Now, it seems that some sections of the ruling class are worried that the way Judge Conner blatantly threw out the jury's verdict may be widely seen as exactly what it is--another cover-up of police crimes. The old DA, Gil Garcetti, who lost the election last November, had often clashed with LAPD Chief Bernard Parks over the Rampart scandal. Parks said that he supports the new DA's decision to appeal the judge's ruling. The LA Times has also called for a new indictment and trial of the cops. On the other hand, Judge Conner was not acting on her own--behind her are other forces in the power structure who didn't want the guilty verdicts against the cops to stand.

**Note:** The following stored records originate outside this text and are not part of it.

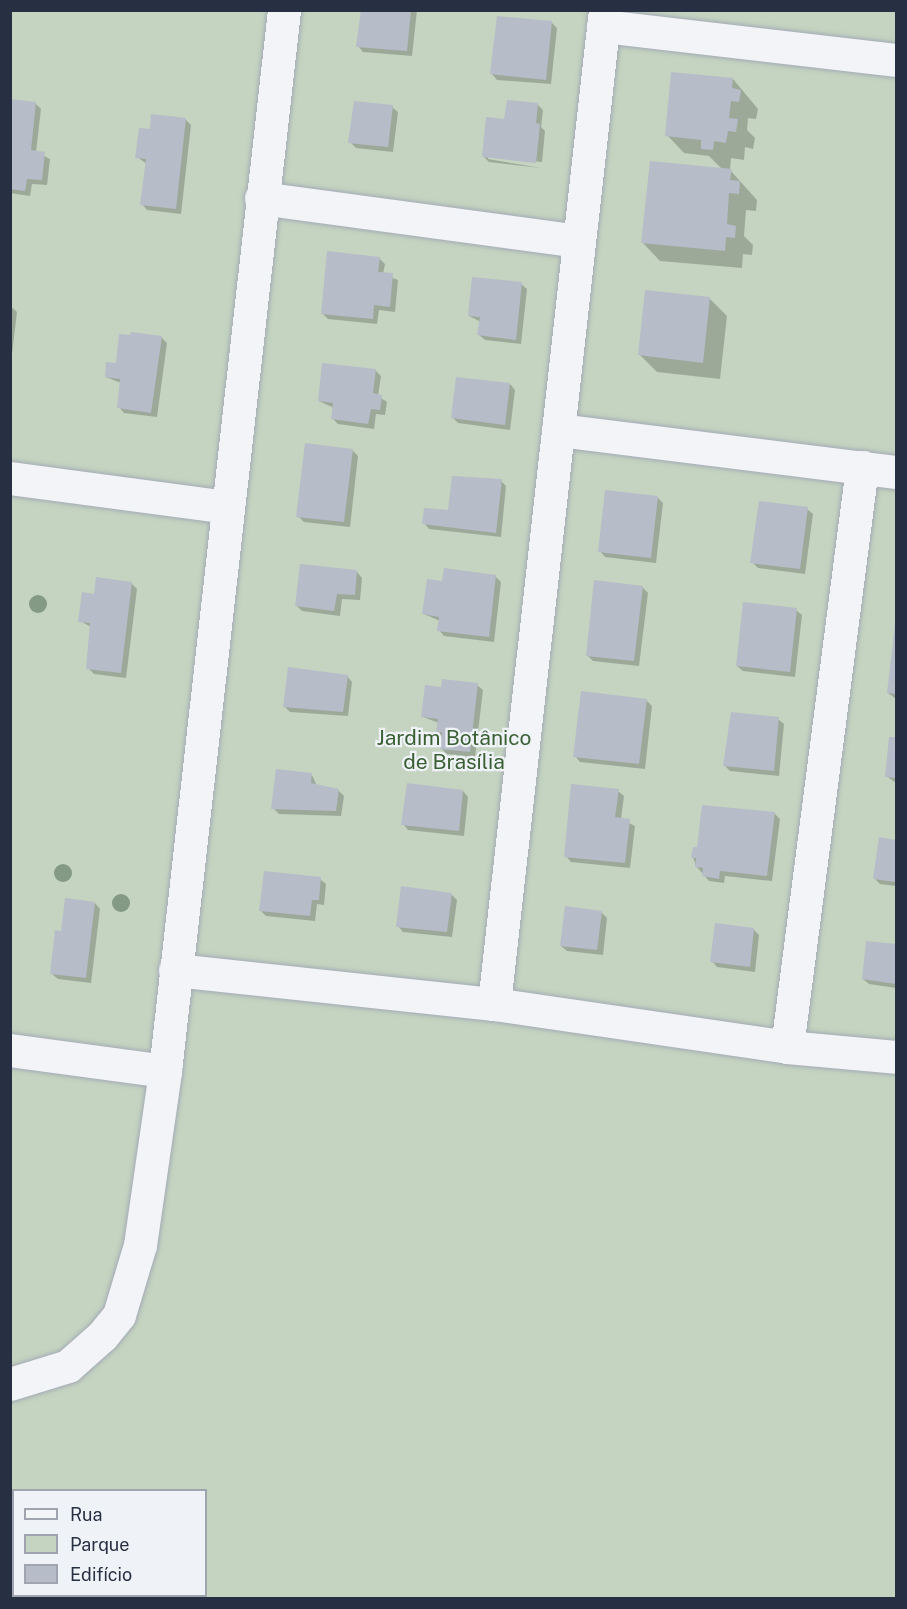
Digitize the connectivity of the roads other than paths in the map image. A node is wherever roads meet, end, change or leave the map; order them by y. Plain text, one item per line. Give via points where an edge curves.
1 (284, 10) edge
2 (604, 18) edge
3 (897, 60) edge
4 (261, 198) junction
5 (578, 241) junction
6 (558, 430) junction
7 (862, 467) junction
8 (897, 472) edge
9 (10, 478) edge
10 (226, 507) junction
11 (175, 970) junction
12 (494, 1004) junction
13 (787, 1047) junction
14 (10, 1050) edge
15 (897, 1057) edge
16 (165, 1071) junction
17 (10, 1384) edge

1 - 4 street
2 - 3 street
2 - 5 street
4 - 5 street
4 - 10 street
5 - 6 street
6 - 7 street
6 - 12 street
7 - 8 street
7 - 13 street
9 - 10 street
10 - 11 street
11 - 12 street
11 - 16 street
12 - 13 street
13 - 15 street
14 - 16 street
16 - 17 street via 140,1245 119,1315 87,1352 68,1366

Such infighting may lead to further revelations of some of the ugliness and brutality of the system and its pig enforcers. But, as the RW wrote at the time of the trial in November, "The authorities have their own reasons and class interests for exposing it, and it is a big mistake for the people to think we can rely on them to achieve any real justice. We should, however, seize on those times when they allow a little truth to come out to drag the whole truth into the light of day. We, who are the victims of all this police brutality and criminality, know the truth of what has gone down and what goes on. Only we can demand justice without compromise. That's why we say, only the people can stop police brutality, repression, and the criminalization of a generation!" (From "Rampart Scandal on Trial," RW #1079 and 1080; also available online at rwor.org)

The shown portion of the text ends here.